Stored items:
────────

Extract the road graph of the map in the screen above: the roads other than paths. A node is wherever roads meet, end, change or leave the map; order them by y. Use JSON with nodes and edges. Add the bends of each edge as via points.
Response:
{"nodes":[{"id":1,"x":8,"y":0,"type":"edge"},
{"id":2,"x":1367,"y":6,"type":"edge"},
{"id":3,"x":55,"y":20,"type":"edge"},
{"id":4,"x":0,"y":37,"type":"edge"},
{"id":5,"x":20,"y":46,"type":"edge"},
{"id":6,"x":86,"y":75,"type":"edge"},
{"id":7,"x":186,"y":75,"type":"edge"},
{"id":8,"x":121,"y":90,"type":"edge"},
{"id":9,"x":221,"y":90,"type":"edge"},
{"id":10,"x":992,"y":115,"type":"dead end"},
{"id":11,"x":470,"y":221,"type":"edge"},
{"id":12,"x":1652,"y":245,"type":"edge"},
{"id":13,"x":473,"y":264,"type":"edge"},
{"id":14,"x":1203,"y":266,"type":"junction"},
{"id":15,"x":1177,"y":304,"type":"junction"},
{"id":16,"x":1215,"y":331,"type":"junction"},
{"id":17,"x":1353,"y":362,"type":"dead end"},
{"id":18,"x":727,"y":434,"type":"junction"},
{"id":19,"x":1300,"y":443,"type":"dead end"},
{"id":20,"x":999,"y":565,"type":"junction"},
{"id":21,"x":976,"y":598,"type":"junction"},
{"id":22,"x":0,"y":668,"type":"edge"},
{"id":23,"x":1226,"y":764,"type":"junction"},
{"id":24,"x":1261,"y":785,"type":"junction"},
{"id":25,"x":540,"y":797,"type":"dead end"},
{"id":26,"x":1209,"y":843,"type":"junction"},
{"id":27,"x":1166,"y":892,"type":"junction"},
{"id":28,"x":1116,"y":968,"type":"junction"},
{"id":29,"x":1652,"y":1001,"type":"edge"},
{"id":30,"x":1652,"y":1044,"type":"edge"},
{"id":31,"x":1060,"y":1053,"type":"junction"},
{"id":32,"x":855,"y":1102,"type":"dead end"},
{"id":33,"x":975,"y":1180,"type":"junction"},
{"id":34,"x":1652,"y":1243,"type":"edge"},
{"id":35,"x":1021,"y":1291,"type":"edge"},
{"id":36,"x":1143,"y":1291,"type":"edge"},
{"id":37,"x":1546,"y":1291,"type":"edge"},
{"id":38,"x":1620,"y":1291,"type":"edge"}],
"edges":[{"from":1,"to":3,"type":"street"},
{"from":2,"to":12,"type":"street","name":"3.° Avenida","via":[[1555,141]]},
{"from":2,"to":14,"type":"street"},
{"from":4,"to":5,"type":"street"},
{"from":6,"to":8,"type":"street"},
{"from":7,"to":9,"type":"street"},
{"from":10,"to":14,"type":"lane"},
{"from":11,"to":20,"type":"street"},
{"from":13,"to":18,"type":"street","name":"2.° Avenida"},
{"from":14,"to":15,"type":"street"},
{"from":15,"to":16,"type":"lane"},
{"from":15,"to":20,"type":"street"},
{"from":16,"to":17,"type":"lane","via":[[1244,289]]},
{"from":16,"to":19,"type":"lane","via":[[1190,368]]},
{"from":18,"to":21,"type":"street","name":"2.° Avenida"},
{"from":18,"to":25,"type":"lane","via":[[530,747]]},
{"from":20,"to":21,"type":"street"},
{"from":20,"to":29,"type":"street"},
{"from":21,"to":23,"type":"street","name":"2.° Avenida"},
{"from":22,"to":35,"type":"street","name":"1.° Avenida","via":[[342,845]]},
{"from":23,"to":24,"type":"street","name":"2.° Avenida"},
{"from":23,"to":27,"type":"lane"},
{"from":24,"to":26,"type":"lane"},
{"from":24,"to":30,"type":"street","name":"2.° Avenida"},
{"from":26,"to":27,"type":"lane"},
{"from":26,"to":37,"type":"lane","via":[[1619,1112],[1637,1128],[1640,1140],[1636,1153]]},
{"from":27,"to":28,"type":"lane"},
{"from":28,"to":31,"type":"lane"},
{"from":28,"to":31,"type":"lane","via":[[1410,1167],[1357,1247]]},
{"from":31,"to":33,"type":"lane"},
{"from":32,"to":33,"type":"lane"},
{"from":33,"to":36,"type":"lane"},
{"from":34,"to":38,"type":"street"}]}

────────

=== Work task ===
All of the entries should be written out again exactly.

=== Solution ===
Extract the road graph of the map in the screen above: the roads other than paths. A node is wherever roads meet, end, change or leave the map; order them by y. Use JSON with nodes and edges. Add the bends of each edge as via points.
Response:
{"nodes":[{"id":1,"x":8,"y":0,"type":"edge"},
{"id":2,"x":1367,"y":6,"type":"edge"},
{"id":3,"x":55,"y":20,"type":"edge"},
{"id":4,"x":0,"y":37,"type":"edge"},
{"id":5,"x":20,"y":46,"type":"edge"},
{"id":6,"x":86,"y":75,"type":"edge"},
{"id":7,"x":186,"y":75,"type":"edge"},
{"id":8,"x":121,"y":90,"type":"edge"},
{"id":9,"x":221,"y":90,"type":"edge"},
{"id":10,"x":992,"y":115,"type":"dead end"},
{"id":11,"x":470,"y":221,"type":"edge"},
{"id":12,"x":1652,"y":245,"type":"edge"},
{"id":13,"x":473,"y":264,"type":"edge"},
{"id":14,"x":1203,"y":266,"type":"junction"},
{"id":15,"x":1177,"y":304,"type":"junction"},
{"id":16,"x":1215,"y":331,"type":"junction"},
{"id":17,"x":1353,"y":362,"type":"dead end"},
{"id":18,"x":727,"y":434,"type":"junction"},
{"id":19,"x":1300,"y":443,"type":"dead end"},
{"id":20,"x":999,"y":565,"type":"junction"},
{"id":21,"x":976,"y":598,"type":"junction"},
{"id":22,"x":0,"y":668,"type":"edge"},
{"id":23,"x":1226,"y":764,"type":"junction"},
{"id":24,"x":1261,"y":785,"type":"junction"},
{"id":25,"x":540,"y":797,"type":"dead end"},
{"id":26,"x":1209,"y":843,"type":"junction"},
{"id":27,"x":1166,"y":892,"type":"junction"},
{"id":28,"x":1116,"y":968,"type":"junction"},
{"id":29,"x":1652,"y":1001,"type":"edge"},
{"id":30,"x":1652,"y":1044,"type":"edge"},
{"id":31,"x":1060,"y":1053,"type":"junction"},
{"id":32,"x":855,"y":1102,"type":"dead end"},
{"id":33,"x":975,"y":1180,"type":"junction"},
{"id":34,"x":1652,"y":1243,"type":"edge"},
{"id":35,"x":1021,"y":1291,"type":"edge"},
{"id":36,"x":1143,"y":1291,"type":"edge"},
{"id":37,"x":1546,"y":1291,"type":"edge"},
{"id":38,"x":1620,"y":1291,"type":"edge"}],
"edges":[{"from":1,"to":3,"type":"street"},
{"from":2,"to":12,"type":"street","name":"3.° Avenida","via":[[1555,141]]},
{"from":2,"to":14,"type":"street"},
{"from":4,"to":5,"type":"street"},
{"from":6,"to":8,"type":"street"},
{"from":7,"to":9,"type":"street"},
{"from":10,"to":14,"type":"lane"},
{"from":11,"to":20,"type":"street"},
{"from":13,"to":18,"type":"street","name":"2.° Avenida"},
{"from":14,"to":15,"type":"street"},
{"from":15,"to":16,"type":"lane"},
{"from":15,"to":20,"type":"street"},
{"from":16,"to":17,"type":"lane","via":[[1244,289]]},
{"from":16,"to":19,"type":"lane","via":[[1190,368]]},
{"from":18,"to":21,"type":"street","name":"2.° Avenida"},
{"from":18,"to":25,"type":"lane","via":[[530,747]]},
{"from":20,"to":21,"type":"street"},
{"from":20,"to":29,"type":"street"},
{"from":21,"to":23,"type":"street","name":"2.° Avenida"},
{"from":22,"to":35,"type":"street","name":"1.° Avenida","via":[[342,845]]},
{"from":23,"to":24,"type":"street","name":"2.° Avenida"},
{"from":23,"to":27,"type":"lane"},
{"from":24,"to":26,"type":"lane"},
{"from":24,"to":30,"type":"street","name":"2.° Avenida"},
{"from":26,"to":27,"type":"lane"},
{"from":26,"to":37,"type":"lane","via":[[1619,1112],[1637,1128],[1640,1140],[1636,1153]]},
{"from":27,"to":28,"type":"lane"},
{"from":28,"to":31,"type":"lane"},
{"from":28,"to":31,"type":"lane","via":[[1410,1167],[1357,1247]]},
{"from":31,"to":33,"type":"lane"},
{"from":32,"to":33,"type":"lane"},
{"from":33,"to":36,"type":"lane"},
{"from":34,"to":38,"type":"street"}]}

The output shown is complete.